Liam, who grew up in Shawnee, agrees.
“We want to see this theater open and it won’t succeed without the community’s support,” he said.
Right now, the couple is also seeking board members, volunteers, and community partnerships.
They estimate it would take 90 days to restore the 250-seat theater. They hope to open its doors in June.
They’re going to have a new roof installed. The interior will include new carpeting, plus antique chandeliers and the original velvet seats from the old Glenwood movie theater in Overland Park.
With the Nieman Road improvements on the horizon, the couple sees the theater’s second life as part of the downtown revitalization effort.
Liam would like to see downtown Shawnee become a thriving arts community.
Marie hopes the theater will preserve the area’s small-town charm.
Downtown business owners are delighted with the news of the sale, and the possibilities it brings.
“We’ve been waiting for that theater to open for the last 20 years,” said Mike Unterreiner, owner of Hartman Hardware and chairperson of the Downtown Business Association. “It’s a key place that could bring a lot of traffic and business to downtown. I’m excited that there are plans in the works because to have it be open again would be huge.”
For other downtown business owners, the sale brings back welcome memories.
After all, the theater is an integral part of Shawnee’s history.
When it was built in 1927 by former Shawnee Mayor M.A. Summerour, it was named the Mission Theater. It was renamed to the Aztec in the 1940s.
As reported in a Sept. 2012 Dispatch article, Williams purchased the theater in 1998 and the name was changed to the Fine Arts Theatre in 2002.
In the past decade or so, there have been attempts to bring the theater back to life, but plans never materialized.
For Pat Donovan, owner of Donovan’s Service in downtown Shawnee, the theater was the background of his young adulthood.
In 1970, at the age of 15, he became the theater’s new projectionist. His older sister already worked at the candy counter.
“The current projectionist was getting ready to head to Vietnam, so I was asked if I wanted the job,” recalled Donovan. “I jumped at the offer because it was a lot different than working on cars. Plus, it was fun to see all my friends there on the weekend.”
He told the Dispatch the Aztec was the cool place to be seen back then, if you were a teenager or a kid.
When asked if he had any favorite stories to share from his movie theater days, Donovan laughed.
“Every weekend was a different story,” he said. “Everyone knew everyone in Shawnee back then, which made it a great neighborhood theater. It’s a shame that it has sat empty for so long.”
He added that he would love to see it open this summer and he hopes the revitalization is successful.

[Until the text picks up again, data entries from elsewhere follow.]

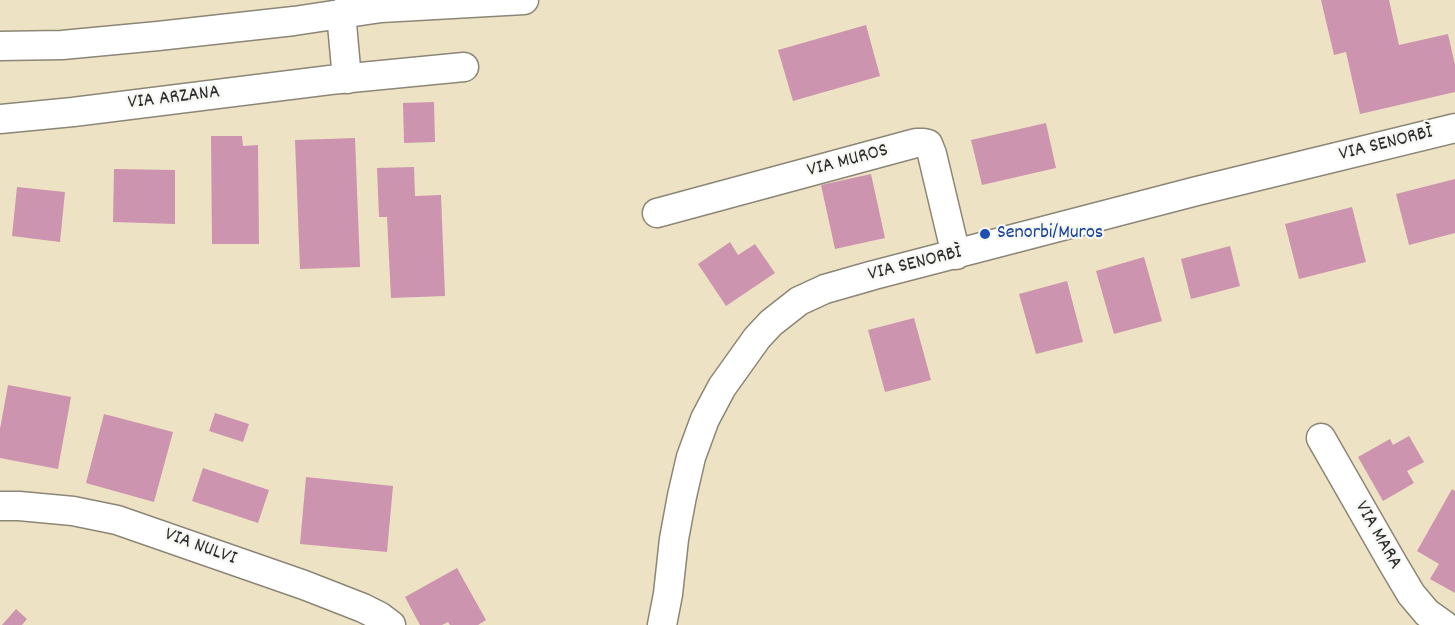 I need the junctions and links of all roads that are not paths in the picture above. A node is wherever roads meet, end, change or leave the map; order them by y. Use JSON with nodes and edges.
{"nodes":[{"id":1,"x":524,"y":0,"type":"edge"},
{"id":2,"x":341,"y":21,"type":"junction"},
{"id":3,"x":0,"y":46,"type":"edge"},
{"id":4,"x":465,"y":67,"type":"dead end"},
{"id":5,"x":346,"y":68,"type":"junction"},
{"id":6,"x":0,"y":119,"type":"edge"},
{"id":7,"x":1455,"y":128,"type":"edge"},
{"id":8,"x":657,"y":213,"type":"dead end"},
{"id":9,"x":956,"y":255,"type":"junction"},
{"id":10,"x":1321,"y":438,"type":"dead end"},
{"id":11,"x":0,"y":506,"type":"edge"},
{"id":12,"x":391,"y":625,"type":"edge"},
{"id":13,"x":662,"y":625,"type":"edge"},
{"id":14,"x":1444,"y":625,"type":"edge"}],
"edges":[{"from":1,"to":2,"type":"street"},
{"from":2,"to":3,"type":"street"},
{"from":2,"to":5,"type":"street"},
{"from":4,"to":5,"type":"street","name":"VIA ARZANA"},
{"from":5,"to":6,"type":"street","name":"VIA ARZANA"},
{"from":7,"to":9,"type":"street","name":"VIA SENORBÌ"},
{"from":8,"to":9,"type":"street","name":"VIA MUROS"},
{"from":9,"to":13,"type":"street","name":"VIA SENORBÌ"},
{"from":10,"to":14,"type":"street","name":"VIA MARA"},
{"from":11,"to":12,"type":"street","name":"VIA NULVI"}]}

“To have that marquee lit up on Friday and Saturday nights in Shawnee again would be priceless,” he said. “That’s what I am looking forward to the most.”
It is those same type of memories that encouraged Liam to buy the theater.
Although he grew up in Shawnee, he ended up moving to Ireland later in life. Three years ago, he moved back to be closer to family.
He often told friends and relatives he wished something would be done with the empty theater. Then one day, he decided to just do it himself.
Some of his greatest memories took place behind that dazzling marquee, he said.
He fondly recalls going to see John Wayne film, “The Green Berets,” with his friends in 1968.
While in junior high, Liam even had his first kiss in the theater, second row from the screen
“Some guy came by and told us to go to the back,” he said, chuckling.
His wife, although she didn’t grow up in Shawnee, appreciates the sentimentality behind the theater.
As a former entertainment writer, she’s also a film buff and has a few close friends with impressive Hollywood careers.
So far, when the couple tells people about their plans for the theater, the response has been positive.
They hope to keep that spirit alive and the momentum going.
“I think what speaks volumes is that nobody has anything bad to say,” Marie said. “People very much want to see the theater open again and succeed.”